[[ Dataset extract, beginning ]]

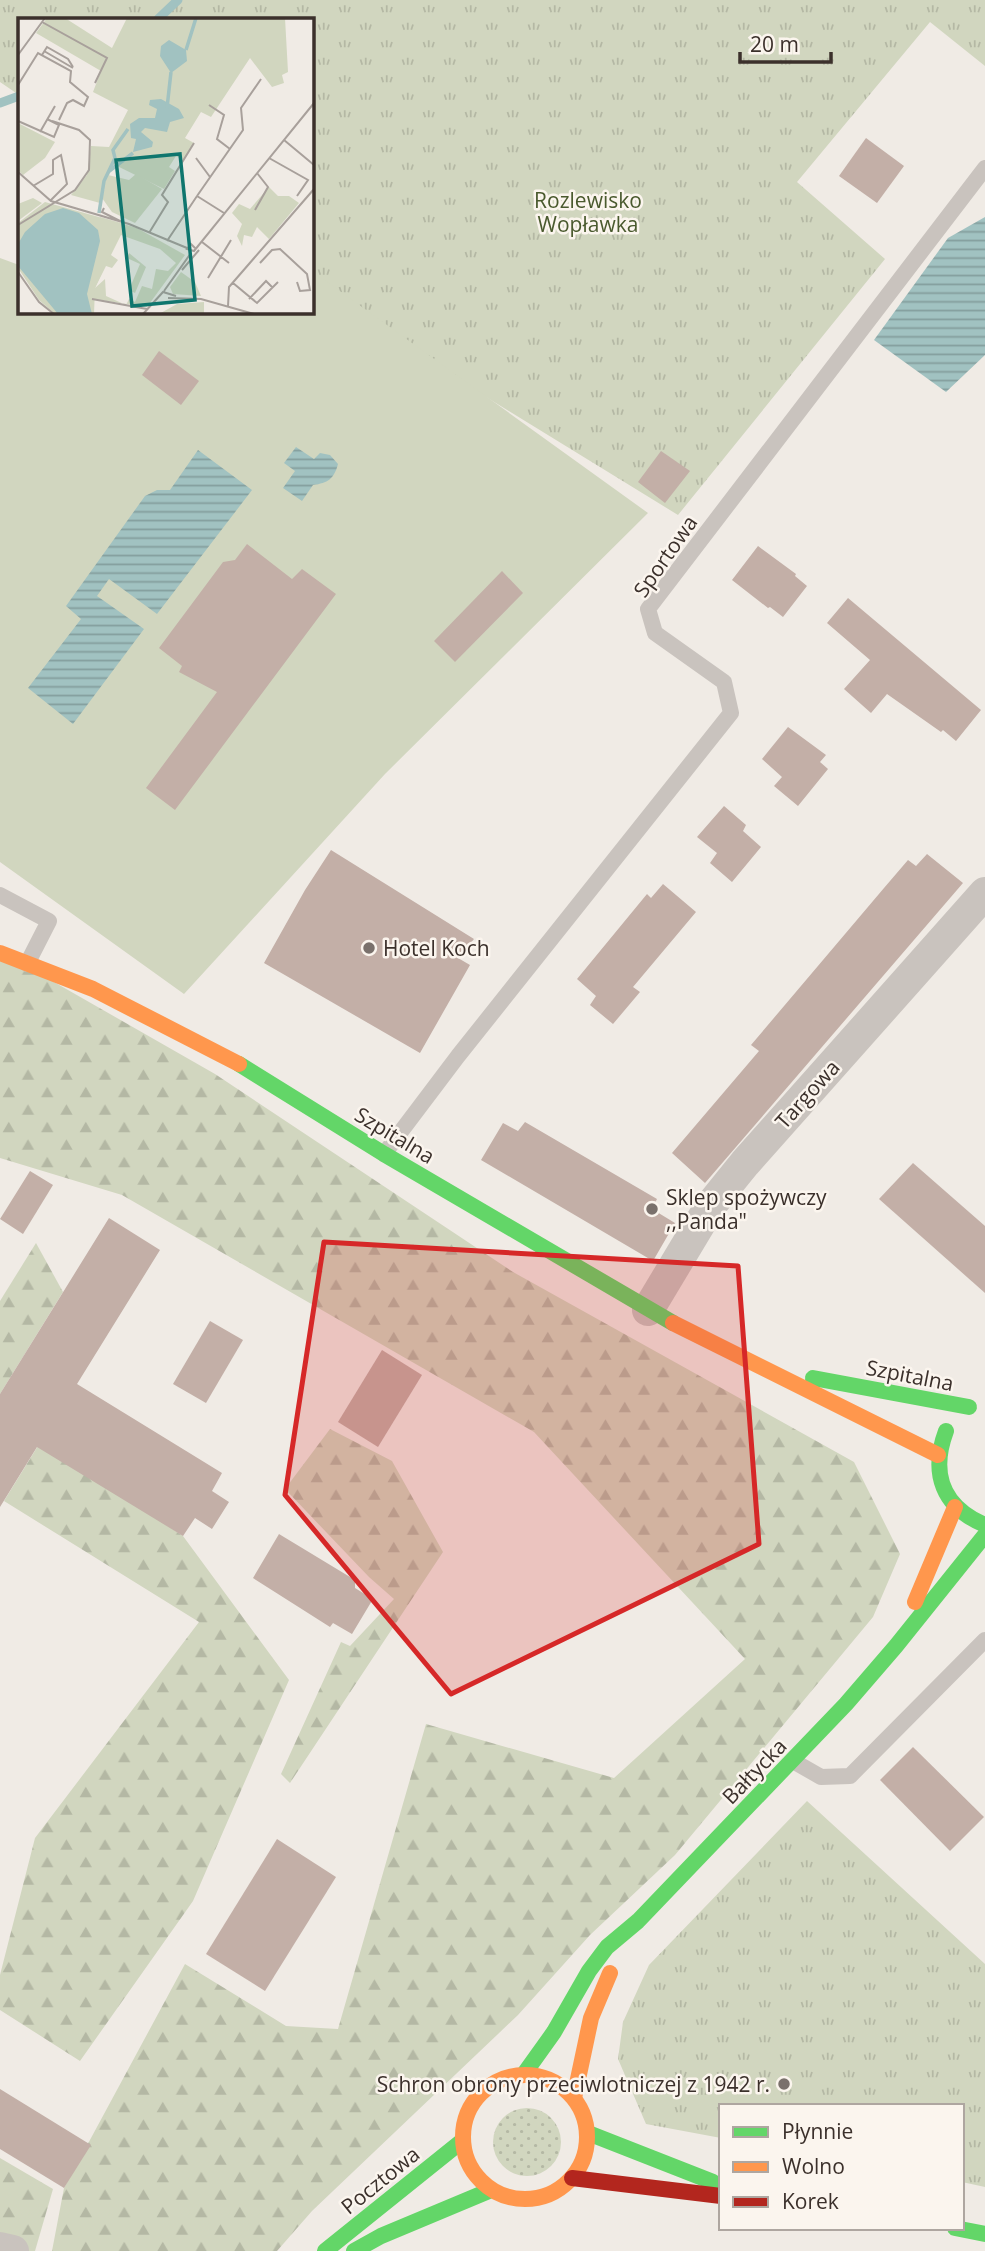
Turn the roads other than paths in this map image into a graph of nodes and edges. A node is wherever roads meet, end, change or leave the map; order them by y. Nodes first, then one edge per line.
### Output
1 (985, 168) edge
2 (985, 894) edge
3 (0, 895) edge
4 (0, 953) edge
5 (27, 964) junction
6 (384, 1154) junction
7 (648, 1310) junction
8 (760, 1368) junction
9 (985, 1400) edge
10 (969, 1407) junction
11 (938, 1455) junction
12 (955, 1507) junction
13 (985, 1525) edge
14 (985, 1535) edge
15 (985, 1640) edge
16 (896, 1646) junction
17 (792, 1760) junction
18 (638, 1921) junction
19 (524, 2074) junction
20 (574, 2098) junction
21 (588, 2133) junction
22 (462, 2141) junction
23 (572, 2178) junction
24 (719, 2184) edge
25 (491, 2190) junction
26 (719, 2196) edge
27 (964, 2230) edge
28 (985, 2234) edge
29 (0, 2248) edge
30 (12, 2251) edge
31 (325, 2251) edge
32 (354, 2251) edge

1 - 6 lane, Sportowa
2 - 7 street, Targowa
3 - 5 lane
4 - 5 main road, Szpitalna
5 - 6 main road, Szpitalna
6 - 7 main road, Szpitalna
7 - 8 main road, Szpitalna
8 - 10 main road, Szpitalna
8 - 11 main road, Szpitalna
9 - 10 main road
10 - 11 main road
11 - 12 main road
12 - 13 main road
12 - 16 main road, Bałtycka
14 - 16 main road, Bałtycka
15 - 17 lane
16 - 17 main road, Bałtycka
17 - 18 main road, Bałtycka
18 - 19 main road, Bałtycka
18 - 20 main road, Bałtycka
19 - 20 main road
19 - 22 main road
20 - 21 main road
21 - 23 main road
21 - 24 main road
22 - 25 main road
22 - 31 main road, Pocztowa
23 - 25 main road
23 - 26 main road
25 - 32 main road, Pocztowa
27 - 28 main road
29 - 30 street

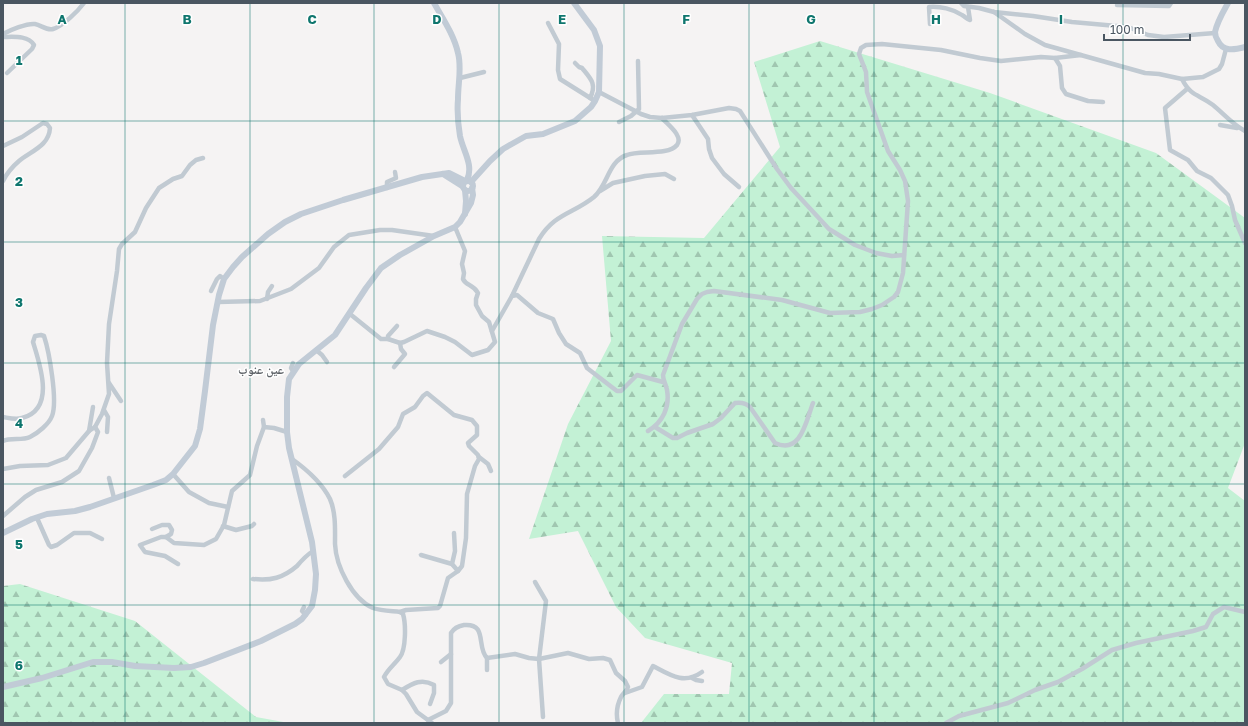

[[ Dataset extract, end ]]

Prompt
The material above is to be output exactly, with each picture left out.

Answer for this exercise
Turn the roads other than paths in this map image into a graph of nodes and edges. A node is wherever roads meet, end, change or leave the map; order them by y. Nodes first, then one edge per line.
### Output
1 (985, 168) edge
2 (985, 894) edge
3 (0, 895) edge
4 (0, 953) edge
5 (27, 964) junction
6 (384, 1154) junction
7 (648, 1310) junction
8 (760, 1368) junction
9 (985, 1400) edge
10 (969, 1407) junction
11 (938, 1455) junction
12 (955, 1507) junction
13 (985, 1525) edge
14 (985, 1535) edge
15 (985, 1640) edge
16 (896, 1646) junction
17 (792, 1760) junction
18 (638, 1921) junction
19 (524, 2074) junction
20 (574, 2098) junction
21 (588, 2133) junction
22 (462, 2141) junction
23 (572, 2178) junction
24 (719, 2184) edge
25 (491, 2190) junction
26 (719, 2196) edge
27 (964, 2230) edge
28 (985, 2234) edge
29 (0, 2248) edge
30 (12, 2251) edge
31 (325, 2251) edge
32 (354, 2251) edge

1 - 6 lane, Sportowa
2 - 7 street, Targowa
3 - 5 lane
4 - 5 main road, Szpitalna
5 - 6 main road, Szpitalna
6 - 7 main road, Szpitalna
7 - 8 main road, Szpitalna
8 - 10 main road, Szpitalna
8 - 11 main road, Szpitalna
9 - 10 main road
10 - 11 main road
11 - 12 main road
12 - 13 main road
12 - 16 main road, Bałtycka
14 - 16 main road, Bałtycka
15 - 17 lane
16 - 17 main road, Bałtycka
17 - 18 main road, Bałtycka
18 - 19 main road, Bałtycka
18 - 20 main road, Bałtycka
19 - 20 main road
19 - 22 main road
20 - 21 main road
21 - 23 main road
21 - 24 main road
22 - 25 main road
22 - 31 main road, Pocztowa
23 - 25 main road
23 - 26 main road
25 - 32 main road, Pocztowa
27 - 28 main road
29 - 30 street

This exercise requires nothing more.